GSK3 inhibition improves skeletal muscle function and whole-body metabolism in the severe DBA/2Jmdxmouse model

Introductory paragraph Duchenne muscular dystrophy (DMD) is a severe X-linked muscle wasting disorder that affects 1 in 5,000 males worldwide 1 . It is caused by the absence of functional dystrophin, which compromises muscle integrity, leading to progressive muscle wasting and weakness 2 . Glucocorticoids are the standard of care for patients with DMD as they delay the loss of ambulation by an average of 3 years 3 ; however, they are also associated with adverse effects such as insulin resistance and increased risk of type 2 diabetes 4 . Thus, alternative therapeutic options should be explored.

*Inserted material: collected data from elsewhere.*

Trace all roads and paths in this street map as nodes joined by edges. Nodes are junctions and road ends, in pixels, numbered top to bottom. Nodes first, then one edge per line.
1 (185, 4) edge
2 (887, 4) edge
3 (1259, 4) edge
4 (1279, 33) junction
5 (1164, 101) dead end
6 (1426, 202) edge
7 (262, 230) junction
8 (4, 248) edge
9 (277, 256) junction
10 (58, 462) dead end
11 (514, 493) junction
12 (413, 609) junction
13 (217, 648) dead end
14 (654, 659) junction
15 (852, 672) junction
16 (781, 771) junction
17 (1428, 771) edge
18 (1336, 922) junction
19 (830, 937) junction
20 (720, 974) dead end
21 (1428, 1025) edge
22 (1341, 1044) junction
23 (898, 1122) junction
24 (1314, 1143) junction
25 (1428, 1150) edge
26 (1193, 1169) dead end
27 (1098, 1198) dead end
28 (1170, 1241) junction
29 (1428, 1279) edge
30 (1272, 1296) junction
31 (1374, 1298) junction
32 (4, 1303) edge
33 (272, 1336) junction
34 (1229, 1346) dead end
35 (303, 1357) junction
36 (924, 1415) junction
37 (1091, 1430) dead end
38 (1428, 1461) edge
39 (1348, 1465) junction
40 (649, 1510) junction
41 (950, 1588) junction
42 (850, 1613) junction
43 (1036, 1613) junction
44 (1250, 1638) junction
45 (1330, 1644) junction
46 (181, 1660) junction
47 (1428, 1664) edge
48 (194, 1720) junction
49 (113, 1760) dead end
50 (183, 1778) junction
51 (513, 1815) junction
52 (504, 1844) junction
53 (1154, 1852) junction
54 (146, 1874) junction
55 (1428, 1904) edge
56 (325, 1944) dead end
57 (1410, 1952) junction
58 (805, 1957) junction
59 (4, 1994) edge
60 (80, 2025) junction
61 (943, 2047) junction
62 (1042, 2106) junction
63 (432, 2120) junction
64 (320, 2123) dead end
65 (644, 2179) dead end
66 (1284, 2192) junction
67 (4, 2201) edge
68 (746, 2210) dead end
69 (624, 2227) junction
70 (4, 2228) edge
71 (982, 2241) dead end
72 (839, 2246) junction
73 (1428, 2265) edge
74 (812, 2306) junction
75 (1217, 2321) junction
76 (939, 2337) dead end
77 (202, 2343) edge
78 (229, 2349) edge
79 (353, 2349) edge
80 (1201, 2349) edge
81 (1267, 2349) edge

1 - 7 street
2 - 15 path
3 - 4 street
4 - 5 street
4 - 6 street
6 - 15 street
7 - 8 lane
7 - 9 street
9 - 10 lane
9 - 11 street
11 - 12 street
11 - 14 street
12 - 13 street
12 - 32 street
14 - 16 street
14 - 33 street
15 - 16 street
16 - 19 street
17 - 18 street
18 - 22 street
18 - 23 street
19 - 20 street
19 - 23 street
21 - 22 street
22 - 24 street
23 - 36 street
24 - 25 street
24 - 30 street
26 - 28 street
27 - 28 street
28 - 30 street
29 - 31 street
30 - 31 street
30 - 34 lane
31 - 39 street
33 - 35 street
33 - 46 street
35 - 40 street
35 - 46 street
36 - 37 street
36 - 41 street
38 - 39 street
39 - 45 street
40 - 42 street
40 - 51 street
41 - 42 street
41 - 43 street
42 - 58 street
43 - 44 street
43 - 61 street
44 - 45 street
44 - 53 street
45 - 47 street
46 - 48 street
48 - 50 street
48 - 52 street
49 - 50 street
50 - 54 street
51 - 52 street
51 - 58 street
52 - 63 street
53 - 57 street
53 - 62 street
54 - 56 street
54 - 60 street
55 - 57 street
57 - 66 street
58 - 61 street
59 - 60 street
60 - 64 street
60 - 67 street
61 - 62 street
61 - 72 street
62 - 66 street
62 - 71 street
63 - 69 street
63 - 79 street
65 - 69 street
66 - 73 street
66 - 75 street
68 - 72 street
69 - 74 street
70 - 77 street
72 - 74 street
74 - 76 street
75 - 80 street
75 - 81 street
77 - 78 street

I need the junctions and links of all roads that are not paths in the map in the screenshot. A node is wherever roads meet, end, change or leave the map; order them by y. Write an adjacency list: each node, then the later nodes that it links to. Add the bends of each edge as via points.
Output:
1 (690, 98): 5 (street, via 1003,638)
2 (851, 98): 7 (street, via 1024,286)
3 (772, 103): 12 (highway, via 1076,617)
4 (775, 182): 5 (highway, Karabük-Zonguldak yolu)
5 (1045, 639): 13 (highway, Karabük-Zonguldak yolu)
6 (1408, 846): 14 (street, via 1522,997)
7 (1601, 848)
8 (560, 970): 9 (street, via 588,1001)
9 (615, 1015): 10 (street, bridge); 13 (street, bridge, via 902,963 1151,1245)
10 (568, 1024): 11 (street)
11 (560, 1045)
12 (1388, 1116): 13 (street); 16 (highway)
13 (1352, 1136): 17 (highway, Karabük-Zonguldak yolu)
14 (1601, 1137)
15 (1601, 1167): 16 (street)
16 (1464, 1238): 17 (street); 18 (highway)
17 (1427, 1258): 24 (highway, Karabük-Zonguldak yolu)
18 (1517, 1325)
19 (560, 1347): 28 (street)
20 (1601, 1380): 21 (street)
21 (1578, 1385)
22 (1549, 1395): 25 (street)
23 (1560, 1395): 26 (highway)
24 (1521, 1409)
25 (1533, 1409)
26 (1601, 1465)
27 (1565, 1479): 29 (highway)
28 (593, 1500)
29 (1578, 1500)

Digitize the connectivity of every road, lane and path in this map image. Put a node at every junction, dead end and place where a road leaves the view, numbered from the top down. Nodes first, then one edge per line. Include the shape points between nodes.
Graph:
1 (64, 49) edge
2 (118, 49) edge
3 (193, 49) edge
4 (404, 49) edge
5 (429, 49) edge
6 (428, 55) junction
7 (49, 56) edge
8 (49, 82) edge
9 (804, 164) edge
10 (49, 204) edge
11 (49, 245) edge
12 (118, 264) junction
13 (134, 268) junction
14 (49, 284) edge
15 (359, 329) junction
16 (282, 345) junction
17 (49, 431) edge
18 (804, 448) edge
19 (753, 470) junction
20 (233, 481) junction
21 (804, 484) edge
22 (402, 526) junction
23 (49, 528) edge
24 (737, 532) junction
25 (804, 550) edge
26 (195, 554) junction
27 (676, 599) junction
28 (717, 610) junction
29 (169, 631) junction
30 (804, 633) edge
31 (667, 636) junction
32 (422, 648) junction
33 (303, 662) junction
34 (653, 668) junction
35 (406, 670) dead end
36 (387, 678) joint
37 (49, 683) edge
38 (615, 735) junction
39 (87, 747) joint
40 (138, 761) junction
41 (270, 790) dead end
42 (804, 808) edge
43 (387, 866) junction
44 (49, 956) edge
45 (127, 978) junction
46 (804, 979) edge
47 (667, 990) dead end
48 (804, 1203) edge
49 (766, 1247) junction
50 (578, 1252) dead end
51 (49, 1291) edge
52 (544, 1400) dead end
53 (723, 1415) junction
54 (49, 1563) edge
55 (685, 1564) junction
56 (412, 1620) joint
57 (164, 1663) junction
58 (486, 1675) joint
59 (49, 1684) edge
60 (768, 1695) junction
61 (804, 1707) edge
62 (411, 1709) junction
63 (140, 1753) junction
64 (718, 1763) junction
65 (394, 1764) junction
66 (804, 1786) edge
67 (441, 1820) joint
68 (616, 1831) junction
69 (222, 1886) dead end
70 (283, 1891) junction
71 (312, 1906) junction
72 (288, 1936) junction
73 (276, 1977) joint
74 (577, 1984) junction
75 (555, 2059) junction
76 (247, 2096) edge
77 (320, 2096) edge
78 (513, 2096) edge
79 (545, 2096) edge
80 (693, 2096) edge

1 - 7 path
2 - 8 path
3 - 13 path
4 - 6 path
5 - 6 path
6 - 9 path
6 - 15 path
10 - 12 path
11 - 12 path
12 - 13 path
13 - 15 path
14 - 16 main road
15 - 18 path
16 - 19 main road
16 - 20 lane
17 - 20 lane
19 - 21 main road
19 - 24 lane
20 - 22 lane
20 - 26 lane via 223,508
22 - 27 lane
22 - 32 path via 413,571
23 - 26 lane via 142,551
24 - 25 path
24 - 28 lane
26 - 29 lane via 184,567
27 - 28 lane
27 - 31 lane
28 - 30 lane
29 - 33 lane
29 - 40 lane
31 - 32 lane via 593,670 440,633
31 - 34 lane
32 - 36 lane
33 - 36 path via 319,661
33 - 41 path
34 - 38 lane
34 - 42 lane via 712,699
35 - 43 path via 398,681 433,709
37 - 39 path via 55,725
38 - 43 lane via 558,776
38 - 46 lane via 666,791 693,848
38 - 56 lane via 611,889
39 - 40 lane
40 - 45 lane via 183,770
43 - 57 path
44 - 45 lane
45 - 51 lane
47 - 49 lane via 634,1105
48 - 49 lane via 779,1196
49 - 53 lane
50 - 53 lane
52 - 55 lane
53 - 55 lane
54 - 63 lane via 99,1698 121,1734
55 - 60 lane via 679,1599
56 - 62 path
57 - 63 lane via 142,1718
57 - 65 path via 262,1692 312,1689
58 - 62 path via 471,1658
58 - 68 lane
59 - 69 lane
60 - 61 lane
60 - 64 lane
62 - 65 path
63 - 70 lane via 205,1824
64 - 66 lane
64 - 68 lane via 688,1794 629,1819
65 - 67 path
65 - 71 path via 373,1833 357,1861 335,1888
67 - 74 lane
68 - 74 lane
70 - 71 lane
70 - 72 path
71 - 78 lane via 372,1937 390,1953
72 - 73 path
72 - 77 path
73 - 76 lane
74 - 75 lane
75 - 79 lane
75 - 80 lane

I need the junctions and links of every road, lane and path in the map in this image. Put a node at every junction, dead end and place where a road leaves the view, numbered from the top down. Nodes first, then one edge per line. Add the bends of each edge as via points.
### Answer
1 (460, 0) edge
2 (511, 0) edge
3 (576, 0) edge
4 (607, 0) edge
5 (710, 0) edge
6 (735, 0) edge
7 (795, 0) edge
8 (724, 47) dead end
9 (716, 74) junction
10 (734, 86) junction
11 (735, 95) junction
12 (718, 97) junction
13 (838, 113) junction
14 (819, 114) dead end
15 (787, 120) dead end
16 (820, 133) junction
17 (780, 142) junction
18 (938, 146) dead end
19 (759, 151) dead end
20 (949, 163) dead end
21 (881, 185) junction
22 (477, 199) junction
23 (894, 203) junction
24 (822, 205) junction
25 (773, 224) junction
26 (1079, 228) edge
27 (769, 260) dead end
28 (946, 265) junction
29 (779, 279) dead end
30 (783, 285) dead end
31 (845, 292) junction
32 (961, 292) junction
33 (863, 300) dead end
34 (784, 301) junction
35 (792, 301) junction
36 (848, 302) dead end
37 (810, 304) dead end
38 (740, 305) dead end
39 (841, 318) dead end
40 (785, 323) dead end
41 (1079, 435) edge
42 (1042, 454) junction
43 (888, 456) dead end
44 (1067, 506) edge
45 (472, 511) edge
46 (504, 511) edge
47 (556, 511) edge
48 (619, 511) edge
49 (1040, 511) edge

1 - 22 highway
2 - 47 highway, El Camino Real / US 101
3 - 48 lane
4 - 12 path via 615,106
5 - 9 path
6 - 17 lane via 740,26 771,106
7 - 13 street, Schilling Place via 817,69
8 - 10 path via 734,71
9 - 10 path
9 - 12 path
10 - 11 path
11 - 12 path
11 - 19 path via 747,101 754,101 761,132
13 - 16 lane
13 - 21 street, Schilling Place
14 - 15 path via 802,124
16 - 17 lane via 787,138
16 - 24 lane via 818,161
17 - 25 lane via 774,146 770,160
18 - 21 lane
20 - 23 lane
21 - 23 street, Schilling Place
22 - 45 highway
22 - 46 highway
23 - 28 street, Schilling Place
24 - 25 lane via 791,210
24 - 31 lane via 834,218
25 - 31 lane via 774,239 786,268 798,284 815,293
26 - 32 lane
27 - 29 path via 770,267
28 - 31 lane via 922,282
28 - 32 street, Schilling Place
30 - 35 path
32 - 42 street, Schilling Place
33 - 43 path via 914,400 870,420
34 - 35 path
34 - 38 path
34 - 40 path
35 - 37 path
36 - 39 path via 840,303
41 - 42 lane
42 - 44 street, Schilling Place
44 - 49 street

Here, we show that treating the DBA/2J mdx mouse with the glycogen synthase kinase 3 (GSK3) inhibitor, tideglusib, improved skeletal muscle function and insulin sensitivity, while also attenuating the hypermetabolic phenotype previously observed in these mice 5 . Furthermore, treating mdx mice with the GSK3 inhibitor, lithium, augmented the benefits of voluntary wheel running on insulin sensitivity and skeletal muscle function despite running half of the total distance compared to control-treated mdx mice. This is important given that some patients with DMD may not be able to engage in adequate amounts of physical activity. Thus, GSK3 inhibition alone or in combination with exercise can enhance skeletal muscle function and insulin sensitivity in mdx mice.